In terms of range, real-world performance depends heavily on environment, antenna design, and RF conditions. In urban environments with buildings and multipath interference, typical LoRa range is 2-5 km. In suburban or rural areas with clear line-of-sight, 10-15 km is achievable. Record-breaking experiments have demonstrated LoRa links exceeding 200 km in line-of-sight conditions (balloon-to-ground or mountain-to-valley), and 766 km has been achieved in extreme high-altitude balloon experiments. For practical system design, assume 2-5 km urban, 5-10 km suburban, and budget for gateway density accordingly. Sub-GHz frequencies (868/915 MHz) penetrate walls and foliage significantly better than 2.4 GHz (WiFi/BLE), which is LoRa's primary advantage for outdoor IoT deployments.

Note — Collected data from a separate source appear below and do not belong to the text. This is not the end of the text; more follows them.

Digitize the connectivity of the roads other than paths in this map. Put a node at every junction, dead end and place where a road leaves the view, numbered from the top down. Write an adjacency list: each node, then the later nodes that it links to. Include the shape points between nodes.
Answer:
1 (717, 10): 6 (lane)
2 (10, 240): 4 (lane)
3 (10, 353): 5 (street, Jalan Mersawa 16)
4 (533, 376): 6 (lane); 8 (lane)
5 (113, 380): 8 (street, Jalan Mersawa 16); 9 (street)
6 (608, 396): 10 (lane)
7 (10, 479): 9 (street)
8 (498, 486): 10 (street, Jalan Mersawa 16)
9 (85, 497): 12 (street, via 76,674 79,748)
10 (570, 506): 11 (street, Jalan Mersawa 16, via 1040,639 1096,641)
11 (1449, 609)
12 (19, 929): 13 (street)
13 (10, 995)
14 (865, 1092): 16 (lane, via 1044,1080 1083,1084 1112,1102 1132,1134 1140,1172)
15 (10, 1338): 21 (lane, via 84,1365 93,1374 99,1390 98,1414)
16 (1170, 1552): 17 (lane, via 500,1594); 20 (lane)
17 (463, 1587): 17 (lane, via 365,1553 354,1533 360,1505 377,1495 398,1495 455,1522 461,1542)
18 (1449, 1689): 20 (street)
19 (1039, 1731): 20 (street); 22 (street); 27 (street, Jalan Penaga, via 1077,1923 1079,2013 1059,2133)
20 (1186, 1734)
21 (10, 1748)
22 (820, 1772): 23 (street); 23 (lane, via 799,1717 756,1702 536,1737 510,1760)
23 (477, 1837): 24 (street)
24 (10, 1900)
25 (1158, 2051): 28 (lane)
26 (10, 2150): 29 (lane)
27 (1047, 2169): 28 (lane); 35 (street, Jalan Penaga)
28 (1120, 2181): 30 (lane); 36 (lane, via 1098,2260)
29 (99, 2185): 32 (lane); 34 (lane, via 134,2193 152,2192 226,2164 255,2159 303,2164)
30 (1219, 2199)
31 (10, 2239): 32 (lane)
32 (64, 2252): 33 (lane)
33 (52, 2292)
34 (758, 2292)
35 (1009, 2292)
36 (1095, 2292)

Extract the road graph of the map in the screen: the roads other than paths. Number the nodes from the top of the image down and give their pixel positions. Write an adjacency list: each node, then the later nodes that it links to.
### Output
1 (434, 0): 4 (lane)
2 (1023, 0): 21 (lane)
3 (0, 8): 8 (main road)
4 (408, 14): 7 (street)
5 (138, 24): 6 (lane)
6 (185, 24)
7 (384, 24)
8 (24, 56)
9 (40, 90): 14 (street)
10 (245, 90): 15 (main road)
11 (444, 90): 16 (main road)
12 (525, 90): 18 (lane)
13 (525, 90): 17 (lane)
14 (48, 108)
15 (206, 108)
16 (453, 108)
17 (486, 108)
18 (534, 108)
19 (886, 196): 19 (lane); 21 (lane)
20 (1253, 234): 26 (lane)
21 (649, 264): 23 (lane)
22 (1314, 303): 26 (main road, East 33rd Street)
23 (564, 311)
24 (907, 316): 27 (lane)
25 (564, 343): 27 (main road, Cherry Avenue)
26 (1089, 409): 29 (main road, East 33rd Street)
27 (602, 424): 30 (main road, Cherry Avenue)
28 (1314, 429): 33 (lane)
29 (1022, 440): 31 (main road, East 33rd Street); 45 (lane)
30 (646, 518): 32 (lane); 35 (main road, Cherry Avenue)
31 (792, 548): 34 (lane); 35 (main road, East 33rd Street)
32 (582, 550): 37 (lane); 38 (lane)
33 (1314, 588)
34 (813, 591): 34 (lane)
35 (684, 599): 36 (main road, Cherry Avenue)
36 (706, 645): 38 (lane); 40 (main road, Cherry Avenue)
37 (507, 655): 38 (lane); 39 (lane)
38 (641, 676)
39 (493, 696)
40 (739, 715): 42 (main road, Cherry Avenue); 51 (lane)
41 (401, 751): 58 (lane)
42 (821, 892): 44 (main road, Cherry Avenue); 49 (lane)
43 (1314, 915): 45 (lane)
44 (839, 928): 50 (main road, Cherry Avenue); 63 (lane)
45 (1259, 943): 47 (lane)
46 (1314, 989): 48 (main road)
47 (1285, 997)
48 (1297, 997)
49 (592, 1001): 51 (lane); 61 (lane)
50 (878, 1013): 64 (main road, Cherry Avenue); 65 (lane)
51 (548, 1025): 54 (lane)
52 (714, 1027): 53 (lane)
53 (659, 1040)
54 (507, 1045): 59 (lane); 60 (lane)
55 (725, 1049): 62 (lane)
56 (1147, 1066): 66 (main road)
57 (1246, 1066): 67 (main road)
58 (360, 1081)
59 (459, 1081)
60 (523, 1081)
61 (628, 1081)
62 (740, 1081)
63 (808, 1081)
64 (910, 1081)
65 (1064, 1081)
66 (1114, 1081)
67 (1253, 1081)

The tradeoff between data rate and range has direct implications for system design. A soil moisture sensor reporting a 10-byte reading every hour can use SF12 to maximize range — the 0.5-second transmission at 183 bps is perfectly acceptable. A livestock tracking device sending GPS coordinates every 5 minutes needs higher throughput and might use SF9 or SF10, accepting reduced range but keeping transmission time under 100 ms to conserve battery. LoRaWAN's Adaptive Data Rate (ADR) algorithm automatically adjusts the spreading factor based on link quality — devices close to the gateway use SF7 for speed and efficiency, while devices at the edge of coverage use SF12 for reliability. An important interview point: higher spreading factors increase time-on-air, which increases power consumption per packet and reduces the effective duty cycle — at SF12 in EU868 with a 1% duty cycle, a device can only transmit approximately 25 packets per hour with a 10-byte payload.